*Records for the exercise*.
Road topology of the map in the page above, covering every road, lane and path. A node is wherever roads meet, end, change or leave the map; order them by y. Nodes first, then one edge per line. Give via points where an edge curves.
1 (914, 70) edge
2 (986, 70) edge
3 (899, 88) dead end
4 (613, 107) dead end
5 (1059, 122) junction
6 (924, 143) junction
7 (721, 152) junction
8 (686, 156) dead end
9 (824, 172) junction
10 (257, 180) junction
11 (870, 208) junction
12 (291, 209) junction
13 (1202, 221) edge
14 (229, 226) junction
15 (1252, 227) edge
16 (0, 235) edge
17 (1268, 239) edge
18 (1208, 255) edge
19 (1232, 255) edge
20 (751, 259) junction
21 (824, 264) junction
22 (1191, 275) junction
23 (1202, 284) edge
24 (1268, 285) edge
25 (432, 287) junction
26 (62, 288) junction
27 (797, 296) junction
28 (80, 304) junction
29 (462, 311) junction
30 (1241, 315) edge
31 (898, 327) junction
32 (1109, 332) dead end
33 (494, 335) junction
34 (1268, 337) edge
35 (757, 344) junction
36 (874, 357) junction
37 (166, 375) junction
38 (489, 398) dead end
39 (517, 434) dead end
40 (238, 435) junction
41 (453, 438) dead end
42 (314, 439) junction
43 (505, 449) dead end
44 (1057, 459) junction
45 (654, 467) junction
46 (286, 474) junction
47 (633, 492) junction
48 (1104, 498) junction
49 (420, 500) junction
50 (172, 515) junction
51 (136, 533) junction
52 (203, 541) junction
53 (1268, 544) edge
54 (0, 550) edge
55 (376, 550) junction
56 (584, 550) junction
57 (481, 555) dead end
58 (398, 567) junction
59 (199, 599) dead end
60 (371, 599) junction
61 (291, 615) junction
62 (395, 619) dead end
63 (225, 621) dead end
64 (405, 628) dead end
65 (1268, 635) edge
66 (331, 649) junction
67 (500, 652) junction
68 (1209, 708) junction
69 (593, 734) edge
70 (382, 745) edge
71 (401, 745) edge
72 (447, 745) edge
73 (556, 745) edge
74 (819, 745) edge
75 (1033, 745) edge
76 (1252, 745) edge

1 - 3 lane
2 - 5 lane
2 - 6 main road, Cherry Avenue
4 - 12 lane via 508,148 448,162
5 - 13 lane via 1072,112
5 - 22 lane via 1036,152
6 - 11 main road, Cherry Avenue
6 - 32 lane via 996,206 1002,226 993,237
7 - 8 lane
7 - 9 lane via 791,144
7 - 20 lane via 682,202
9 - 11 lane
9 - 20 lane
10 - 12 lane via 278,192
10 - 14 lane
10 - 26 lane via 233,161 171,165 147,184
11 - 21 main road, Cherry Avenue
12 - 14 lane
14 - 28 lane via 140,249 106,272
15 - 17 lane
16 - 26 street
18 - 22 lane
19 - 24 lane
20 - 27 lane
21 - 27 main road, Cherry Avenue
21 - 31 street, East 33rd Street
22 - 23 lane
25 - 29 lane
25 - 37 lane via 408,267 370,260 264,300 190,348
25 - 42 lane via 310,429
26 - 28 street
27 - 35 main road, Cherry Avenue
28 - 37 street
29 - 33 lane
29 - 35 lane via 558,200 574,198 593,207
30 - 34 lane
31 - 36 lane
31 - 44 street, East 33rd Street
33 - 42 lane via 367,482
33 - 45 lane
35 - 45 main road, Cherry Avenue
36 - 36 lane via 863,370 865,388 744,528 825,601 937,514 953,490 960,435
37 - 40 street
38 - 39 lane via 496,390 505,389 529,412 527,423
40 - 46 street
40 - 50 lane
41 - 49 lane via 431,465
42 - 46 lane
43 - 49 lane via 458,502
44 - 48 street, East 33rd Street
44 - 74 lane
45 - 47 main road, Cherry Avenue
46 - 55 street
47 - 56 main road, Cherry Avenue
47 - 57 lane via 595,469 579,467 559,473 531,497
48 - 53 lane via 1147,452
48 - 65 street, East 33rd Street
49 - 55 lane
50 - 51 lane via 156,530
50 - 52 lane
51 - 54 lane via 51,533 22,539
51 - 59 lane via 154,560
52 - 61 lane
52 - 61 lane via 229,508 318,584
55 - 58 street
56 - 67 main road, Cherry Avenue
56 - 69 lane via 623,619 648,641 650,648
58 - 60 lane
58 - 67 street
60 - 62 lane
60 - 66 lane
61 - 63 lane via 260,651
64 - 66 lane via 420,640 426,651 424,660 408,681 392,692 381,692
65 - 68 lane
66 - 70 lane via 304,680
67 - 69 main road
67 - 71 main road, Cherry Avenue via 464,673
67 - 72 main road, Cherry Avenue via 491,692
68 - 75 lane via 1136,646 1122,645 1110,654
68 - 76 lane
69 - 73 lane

*What the task asks*. Your answer should reproduce each line of the listing that holds the word "Avenue".

*Task response*.
2 - 6 main road, Cherry Avenue
6 - 11 main road, Cherry Avenue
11 - 21 main road, Cherry Avenue
21 - 27 main road, Cherry Avenue
27 - 35 main road, Cherry Avenue
35 - 45 main road, Cherry Avenue
45 - 47 main road, Cherry Avenue
47 - 56 main road, Cherry Avenue
56 - 67 main road, Cherry Avenue
67 - 71 main road, Cherry Avenue via 464,673
67 - 72 main road, Cherry Avenue via 491,692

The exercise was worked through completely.